**Data supplied**

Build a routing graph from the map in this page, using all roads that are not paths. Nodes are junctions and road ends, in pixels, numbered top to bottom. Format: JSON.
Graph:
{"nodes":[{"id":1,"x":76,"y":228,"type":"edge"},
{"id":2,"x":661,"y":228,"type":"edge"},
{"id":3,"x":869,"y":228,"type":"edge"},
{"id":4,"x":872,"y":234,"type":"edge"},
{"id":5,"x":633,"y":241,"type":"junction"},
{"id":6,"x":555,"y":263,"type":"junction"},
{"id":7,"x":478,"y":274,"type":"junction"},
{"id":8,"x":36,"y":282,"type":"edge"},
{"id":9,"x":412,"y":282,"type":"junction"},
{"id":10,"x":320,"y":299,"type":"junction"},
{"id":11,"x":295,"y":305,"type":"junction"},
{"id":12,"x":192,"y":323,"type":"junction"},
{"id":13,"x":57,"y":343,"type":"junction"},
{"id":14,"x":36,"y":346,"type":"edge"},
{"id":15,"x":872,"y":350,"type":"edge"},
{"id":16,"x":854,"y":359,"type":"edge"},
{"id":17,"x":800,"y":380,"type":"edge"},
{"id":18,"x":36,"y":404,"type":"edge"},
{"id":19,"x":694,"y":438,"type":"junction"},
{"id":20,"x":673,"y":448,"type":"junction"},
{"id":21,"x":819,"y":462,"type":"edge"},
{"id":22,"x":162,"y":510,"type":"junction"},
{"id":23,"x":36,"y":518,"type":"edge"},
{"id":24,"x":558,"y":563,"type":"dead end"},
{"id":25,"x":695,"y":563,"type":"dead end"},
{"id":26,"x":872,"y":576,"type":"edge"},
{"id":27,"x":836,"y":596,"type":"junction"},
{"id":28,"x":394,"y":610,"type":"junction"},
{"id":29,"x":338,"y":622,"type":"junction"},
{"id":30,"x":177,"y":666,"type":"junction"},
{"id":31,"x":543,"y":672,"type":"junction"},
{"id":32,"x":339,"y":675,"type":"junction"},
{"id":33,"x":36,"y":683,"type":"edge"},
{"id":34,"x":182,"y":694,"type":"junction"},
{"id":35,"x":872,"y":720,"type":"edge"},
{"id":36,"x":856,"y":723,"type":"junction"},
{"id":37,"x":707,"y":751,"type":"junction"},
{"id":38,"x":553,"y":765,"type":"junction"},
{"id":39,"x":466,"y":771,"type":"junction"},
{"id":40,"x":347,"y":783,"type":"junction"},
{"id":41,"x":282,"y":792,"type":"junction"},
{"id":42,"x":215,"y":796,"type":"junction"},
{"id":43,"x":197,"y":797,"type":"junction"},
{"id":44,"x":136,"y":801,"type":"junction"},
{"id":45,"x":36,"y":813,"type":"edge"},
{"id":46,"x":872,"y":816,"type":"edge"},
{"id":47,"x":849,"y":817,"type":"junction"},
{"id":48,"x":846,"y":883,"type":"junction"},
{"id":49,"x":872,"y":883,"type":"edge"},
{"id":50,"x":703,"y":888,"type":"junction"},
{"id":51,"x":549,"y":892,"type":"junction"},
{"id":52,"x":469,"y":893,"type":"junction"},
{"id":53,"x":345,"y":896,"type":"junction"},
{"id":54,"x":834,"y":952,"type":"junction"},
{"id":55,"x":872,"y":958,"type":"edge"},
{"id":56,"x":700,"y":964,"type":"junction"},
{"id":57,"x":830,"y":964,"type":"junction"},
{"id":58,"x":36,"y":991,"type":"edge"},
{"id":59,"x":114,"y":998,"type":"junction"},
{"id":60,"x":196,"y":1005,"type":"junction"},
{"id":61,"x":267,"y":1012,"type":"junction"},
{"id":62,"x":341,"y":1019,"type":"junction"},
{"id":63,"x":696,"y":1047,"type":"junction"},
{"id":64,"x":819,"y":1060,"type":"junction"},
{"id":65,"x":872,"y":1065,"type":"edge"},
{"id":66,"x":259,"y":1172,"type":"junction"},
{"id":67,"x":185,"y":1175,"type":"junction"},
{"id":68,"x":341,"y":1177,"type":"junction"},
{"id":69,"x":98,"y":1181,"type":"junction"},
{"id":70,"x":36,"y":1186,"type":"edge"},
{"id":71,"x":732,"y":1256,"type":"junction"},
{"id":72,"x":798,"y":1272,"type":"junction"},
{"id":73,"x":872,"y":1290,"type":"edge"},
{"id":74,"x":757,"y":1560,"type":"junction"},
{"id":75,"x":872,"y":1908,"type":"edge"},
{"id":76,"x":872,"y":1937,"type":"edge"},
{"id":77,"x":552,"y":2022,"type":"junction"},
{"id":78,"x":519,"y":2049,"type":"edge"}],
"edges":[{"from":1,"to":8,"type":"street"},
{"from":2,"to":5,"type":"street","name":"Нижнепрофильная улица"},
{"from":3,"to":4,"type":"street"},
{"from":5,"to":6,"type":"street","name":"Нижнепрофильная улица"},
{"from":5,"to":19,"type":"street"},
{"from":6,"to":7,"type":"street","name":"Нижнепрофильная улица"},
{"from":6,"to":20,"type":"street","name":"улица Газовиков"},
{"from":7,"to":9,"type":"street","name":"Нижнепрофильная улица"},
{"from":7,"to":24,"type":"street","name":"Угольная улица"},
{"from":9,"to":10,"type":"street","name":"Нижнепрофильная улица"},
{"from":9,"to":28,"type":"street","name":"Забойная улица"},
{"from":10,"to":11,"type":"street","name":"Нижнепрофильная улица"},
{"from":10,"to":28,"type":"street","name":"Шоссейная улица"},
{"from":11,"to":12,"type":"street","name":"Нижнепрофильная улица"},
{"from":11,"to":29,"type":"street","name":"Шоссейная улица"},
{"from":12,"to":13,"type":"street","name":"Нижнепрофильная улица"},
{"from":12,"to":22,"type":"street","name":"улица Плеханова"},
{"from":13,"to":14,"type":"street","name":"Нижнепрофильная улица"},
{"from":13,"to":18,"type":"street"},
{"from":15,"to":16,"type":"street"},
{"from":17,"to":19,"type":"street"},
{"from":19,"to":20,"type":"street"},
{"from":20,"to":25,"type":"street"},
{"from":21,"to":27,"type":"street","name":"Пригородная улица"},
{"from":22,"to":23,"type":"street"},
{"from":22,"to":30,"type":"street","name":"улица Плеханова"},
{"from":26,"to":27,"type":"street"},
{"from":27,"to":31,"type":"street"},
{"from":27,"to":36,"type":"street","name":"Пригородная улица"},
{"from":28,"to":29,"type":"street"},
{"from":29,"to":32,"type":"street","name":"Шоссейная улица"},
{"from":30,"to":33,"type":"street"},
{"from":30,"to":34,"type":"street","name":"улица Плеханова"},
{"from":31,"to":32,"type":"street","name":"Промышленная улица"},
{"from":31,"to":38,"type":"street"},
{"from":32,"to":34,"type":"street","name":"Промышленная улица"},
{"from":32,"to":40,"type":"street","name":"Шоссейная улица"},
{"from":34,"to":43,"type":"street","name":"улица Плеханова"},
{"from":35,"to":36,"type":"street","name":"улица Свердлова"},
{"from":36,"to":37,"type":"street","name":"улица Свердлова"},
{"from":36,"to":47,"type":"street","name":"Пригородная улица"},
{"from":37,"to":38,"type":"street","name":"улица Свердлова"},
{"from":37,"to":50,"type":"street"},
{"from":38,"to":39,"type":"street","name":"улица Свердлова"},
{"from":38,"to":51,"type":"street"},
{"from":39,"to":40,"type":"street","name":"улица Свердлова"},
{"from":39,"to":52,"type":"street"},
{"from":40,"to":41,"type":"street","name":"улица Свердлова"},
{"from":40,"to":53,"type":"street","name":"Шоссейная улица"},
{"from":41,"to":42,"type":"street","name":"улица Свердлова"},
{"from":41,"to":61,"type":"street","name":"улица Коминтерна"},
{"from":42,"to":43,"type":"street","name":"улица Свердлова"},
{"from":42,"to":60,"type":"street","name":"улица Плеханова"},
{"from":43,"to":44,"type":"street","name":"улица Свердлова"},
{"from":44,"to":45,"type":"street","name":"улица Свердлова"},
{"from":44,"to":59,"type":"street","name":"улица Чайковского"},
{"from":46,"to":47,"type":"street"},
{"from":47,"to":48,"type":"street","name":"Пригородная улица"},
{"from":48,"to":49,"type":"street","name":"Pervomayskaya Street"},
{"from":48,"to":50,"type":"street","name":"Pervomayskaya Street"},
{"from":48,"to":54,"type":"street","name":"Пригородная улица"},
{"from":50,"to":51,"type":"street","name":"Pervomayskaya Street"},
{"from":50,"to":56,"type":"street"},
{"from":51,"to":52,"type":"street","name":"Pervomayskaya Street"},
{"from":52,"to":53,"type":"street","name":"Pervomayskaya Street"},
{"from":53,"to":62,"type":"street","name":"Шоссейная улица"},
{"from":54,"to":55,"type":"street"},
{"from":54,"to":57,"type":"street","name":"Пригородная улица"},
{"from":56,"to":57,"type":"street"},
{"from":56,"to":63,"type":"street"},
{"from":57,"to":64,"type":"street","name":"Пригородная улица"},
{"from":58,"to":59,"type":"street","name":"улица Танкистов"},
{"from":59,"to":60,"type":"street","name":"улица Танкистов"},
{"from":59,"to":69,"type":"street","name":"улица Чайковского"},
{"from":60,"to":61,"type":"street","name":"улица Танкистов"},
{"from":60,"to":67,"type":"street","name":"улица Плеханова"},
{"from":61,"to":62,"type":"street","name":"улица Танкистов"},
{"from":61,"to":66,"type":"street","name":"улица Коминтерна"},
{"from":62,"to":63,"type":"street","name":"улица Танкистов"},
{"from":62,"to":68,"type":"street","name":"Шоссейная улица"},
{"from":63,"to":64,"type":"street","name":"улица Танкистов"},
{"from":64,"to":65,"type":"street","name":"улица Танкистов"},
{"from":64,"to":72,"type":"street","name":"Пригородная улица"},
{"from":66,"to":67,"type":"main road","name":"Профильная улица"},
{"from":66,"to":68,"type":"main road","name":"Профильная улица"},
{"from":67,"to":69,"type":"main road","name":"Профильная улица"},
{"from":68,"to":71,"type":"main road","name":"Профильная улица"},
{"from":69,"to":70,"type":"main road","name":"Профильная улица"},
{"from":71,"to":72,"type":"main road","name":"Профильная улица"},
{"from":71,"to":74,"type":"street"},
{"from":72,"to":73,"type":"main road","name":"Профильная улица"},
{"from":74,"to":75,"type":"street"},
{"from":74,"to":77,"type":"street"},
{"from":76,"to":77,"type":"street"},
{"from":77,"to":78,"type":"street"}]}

**Directions for this task**
Task for the records above: copy every line in which the word "Pervomayskaya" occurs.

**Expected answer**
{"from":48,"to":49,"type":"street","name":"Pervomayskaya Street"},
{"from":48,"to":50,"type":"street","name":"Pervomayskaya Street"},
{"from":50,"to":51,"type":"street","name":"Pervomayskaya Street"},
{"from":51,"to":52,"type":"street","name":"Pervomayskaya Street"},
{"from":52,"to":53,"type":"street","name":"Pervomayskaya Street"},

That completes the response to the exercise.